I don't think that's what the claim is. The claim is that certain things (in this case, objects, their motion, and matter) were historically owned by philosophers and dealt with by methods that even now we would consider philosophical, and the control was later wrested away by people using methods we would even now consider scientific.

If we were to claim that scientific fields emerged from philosophical thought, then certainly we could probably list nearly every branch of science, but I can't even begin to imagine how a philosophical field could become scientific.


It's not so much that philosophical fields became scientific. It's that science managed to get a better handle on things that were formerly the province of philosophy.
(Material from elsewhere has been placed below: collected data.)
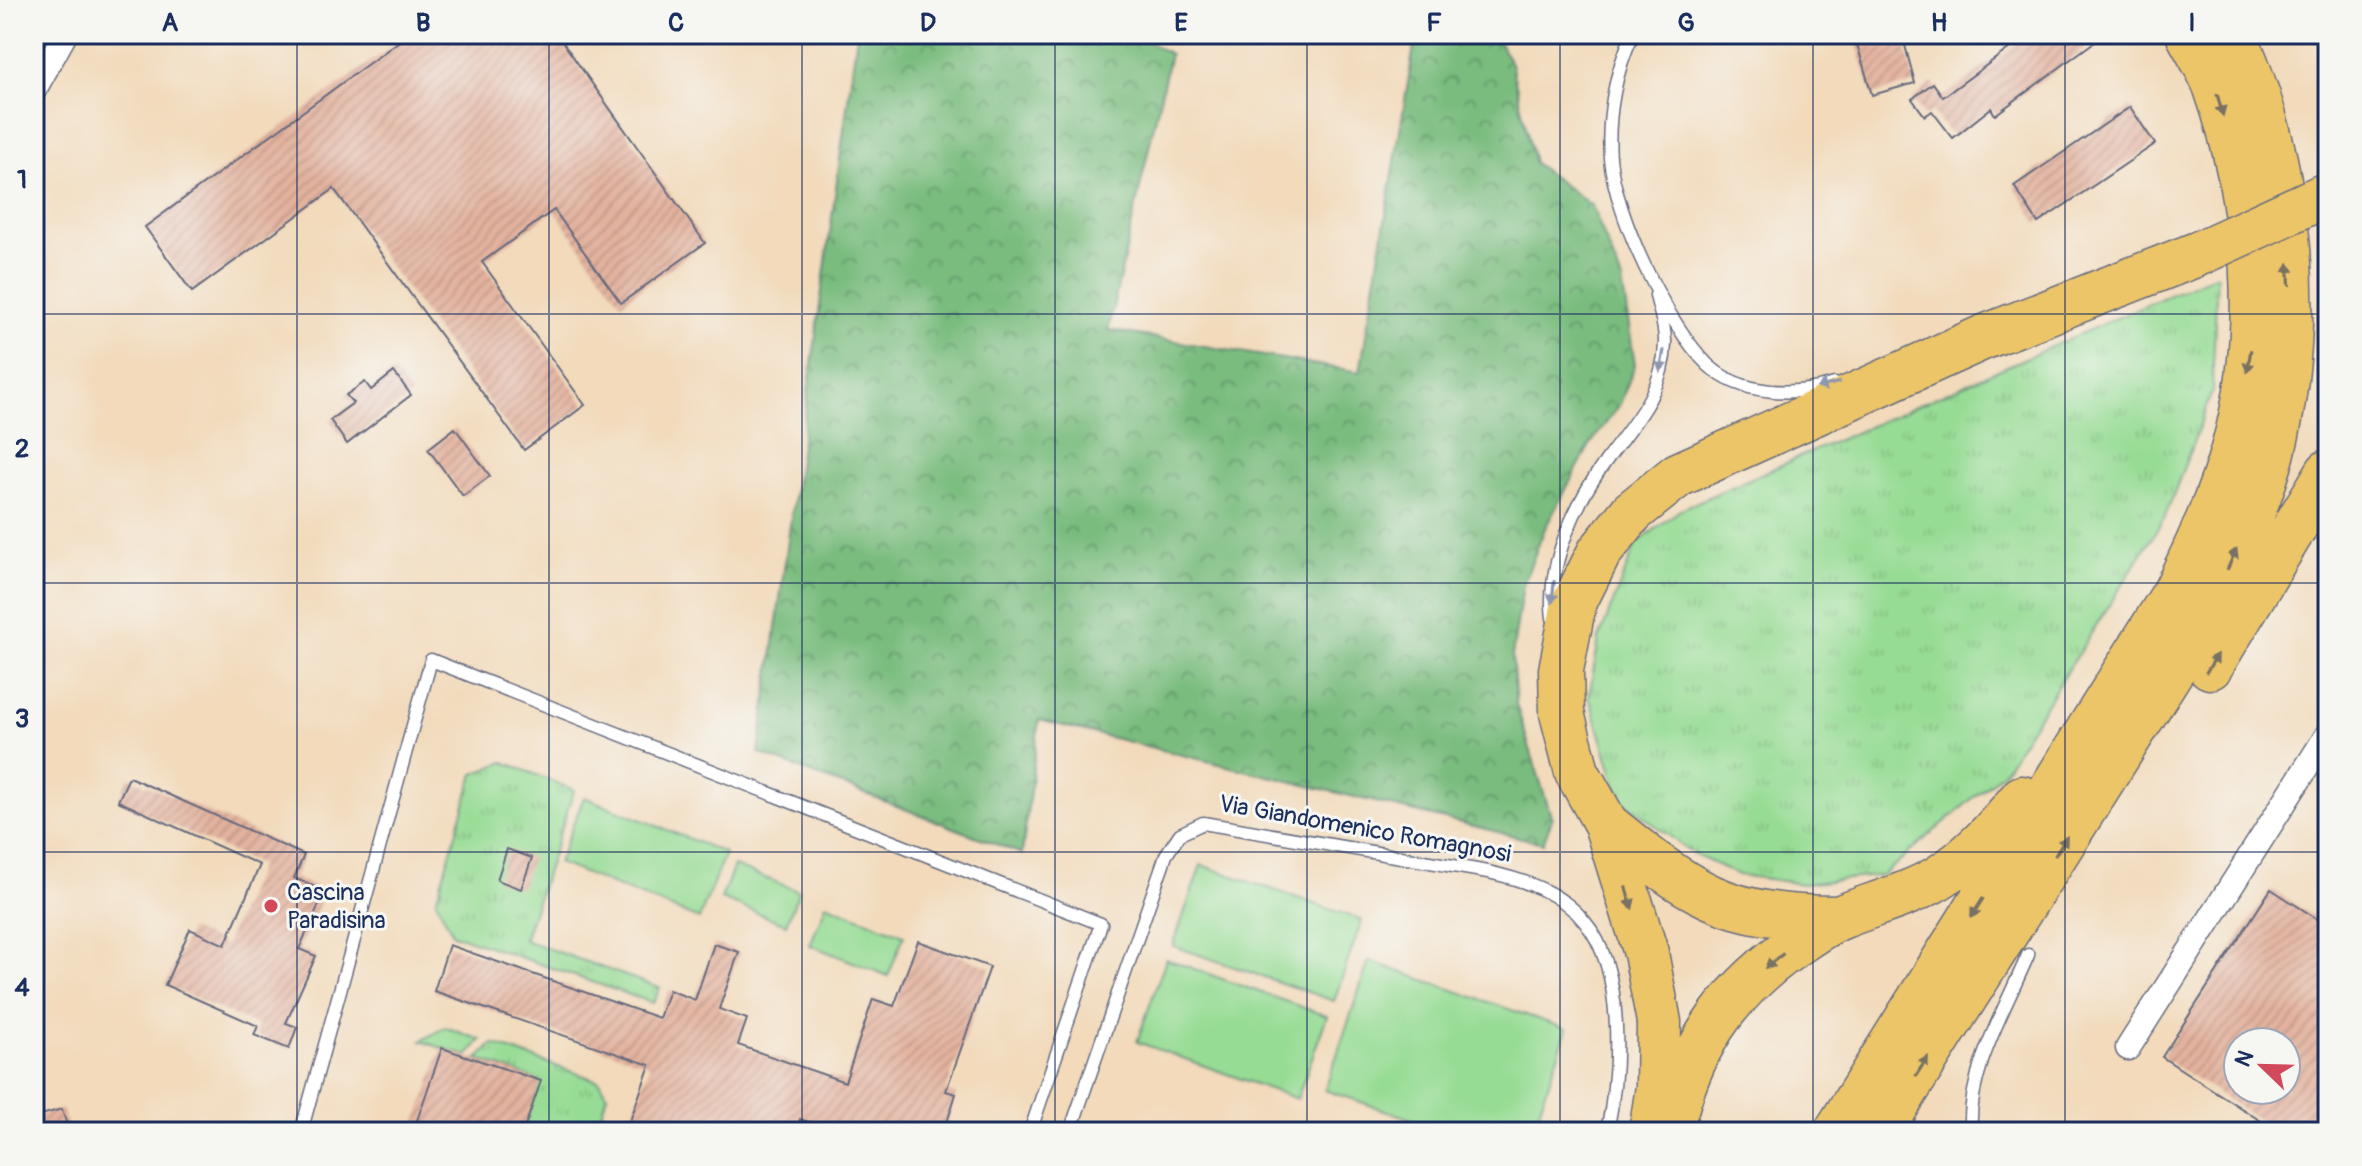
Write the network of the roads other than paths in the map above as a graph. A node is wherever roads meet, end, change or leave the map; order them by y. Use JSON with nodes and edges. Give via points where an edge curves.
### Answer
{"nodes":[{"id":1,"x":65,"y":34,"type":"edge"},
{"id":2,"x":1633,"y":34,"type":"edge"},
{"id":3,"x":2188,"y":34,"type":"edge"},
{"id":4,"x":2234,"y":34,"type":"edge"},
{"id":5,"x":34,"y":90,"type":"edge"},
{"id":6,"x":2328,"y":194,"type":"edge"},
{"id":7,"x":1654,"y":284,"type":"junction"},
{"id":8,"x":1982,"y":338,"type":"junction"},
{"id":9,"x":1870,"y":373,"type":"dead end"},
{"id":10,"x":1842,"y":382,"type":"dead end"},
{"id":11,"x":2328,"y":472,"type":"edge"},
{"id":12,"x":1561,"y":670,"type":"junction"},
{"id":13,"x":2108,"y":700,"type":"junction"},
{"id":14,"x":2328,"y":734,"type":"edge"},
{"id":15,"x":1606,"y":824,"type":"junction"},
{"id":16,"x":1839,"y":918,"type":"junction"},
{"id":17,"x":2028,"y":955,"type":"junction"},
{"id":18,"x":2128,"y":1048,"type":"dead end"},
{"id":19,"x":301,"y":1132,"type":"edge"},
{"id":20,"x":1030,"y":1132,"type":"edge"},
{"id":21,"x":1070,"y":1132,"type":"edge"},
{"id":22,"x":1607,"y":1132,"type":"edge"},
{"id":23,"x":1651,"y":1132,"type":"edge"},
{"id":24,"x":1670,"y":1132,"type":"edge"},
{"id":25,"x":1836,"y":1132,"type":"edge"},
{"id":26,"x":1880,"y":1132,"type":"edge"},
{"id":27,"x":1916,"y":1132,"type":"edge"},
{"id":28,"x":1971,"y":1132,"type":"edge"}],
"edges":[{"from":1,"to":5,"type":"street"},
{"from":2,"to":7,"type":"lane","via":[[1612,99],[1610,159],[1625,217]]},
{"from":3,"to":13,"type":"highway","one_way":true,"via":[[2215,86],[2240,178],[2252,273],[2251,349],[2235,444],[2211,517],[2175,592]]},
{"from":26,"to":4,"type":"highway","one_way":true,"via":[[2210,610],[2268,465],[2289,351],[2290,270],[2278,174],[2249,68]]},
{"from":6,"to":8,"type":"highway","bridge":true,"via":[[2195,255]]},
{"from":10,"to":7,"type":"lane","one_way":true,"via":[[1784,393],[1748,386],[1710,366]]},
{"from":7,"to":12,"type":"lane","one_way":true,"via":[[1665,343],[1659,381],[1638,423],[1585,496],[1566,536],[1550,594]]},
{"from":8,"to":9,"type":"lane"},
{"from":8,"to":12,"type":"highway","via":[[1666,484],[1632,512],[1599,553],[1574,603]]},
{"from":17,"to":11,"type":"highway","one_way":true},
{"from":12,"to":15,"type":"highway","via":[[1562,713],[1577,772]]},
{"from":13,"to":16,"type":"highway","via":[[1991,835],[1939,877]]},
{"from":13,"to":25,"type":"highway","one_way":true},
{"from":14,"to":18,"type":"street"},
{"from":15,"to":16,"type":"highway","via":[[1675,880],[1717,902],[1758,913]]},
{"from":15,"to":23,"type":"highway","one_way":true,"via":[[1646,953],[1659,1022]]},
{"from":16,"to":24,"type":"highway","one_way":true,"via":[[1735,993],[1703,1039]]},
{"from":17,"to":27,"type":"highway"},
{"from":17,"to":28,"type":"lane","via":[[1977,1075]]},
{"from":19,"to":20,"type":"lane","via":[[431,660],[1101,924]]},
{"from":21,"to":22,"type":"lane","name":"Via Giandomenico Romagnosi","via":[[1166,855],[1180,834],[1203,823],[1488,872],[1527,881],[1561,900],[1586,922],[1603,954],[1614,1005],[1616,1066]]}]}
The problem, however, is that we're discussing a pre-scientific time, where it's inaccurate to say that these things were dealt with by philosophy instead of science, because the natural philosophy of the time was science. It was poorly conducted perhaps, and used methods that we no longer use, but the core components, assumptions and axioms were the same. To say that science "wrested away" these fields from philosophy, is like saying modern geneticists "wrested away" evolution from early Darwinists.

epepke wrote:
For example, I'm not sure how a field like the philosophy of mind could become scientific - what tests could or would we run to falsify dualism or to support materialism, etc?


I don't know what tests anybody could run, but it's certainly possible that scientists could say so much about the mind that philosophical concepts like dualism could become trivial by comparison.


Trivial in what sense? For creating useful models of observations science could suggest that claims of dualism are unnecessary, but this obviously doesn't mean that dualism is false or any less likely to be true. The thing to keep in mind is that science is not a tool for discovering truth or reality, it's a tool for creating practical frameworks of knowledge. Issues of ontology and metaphysics are of course outside the reach of science.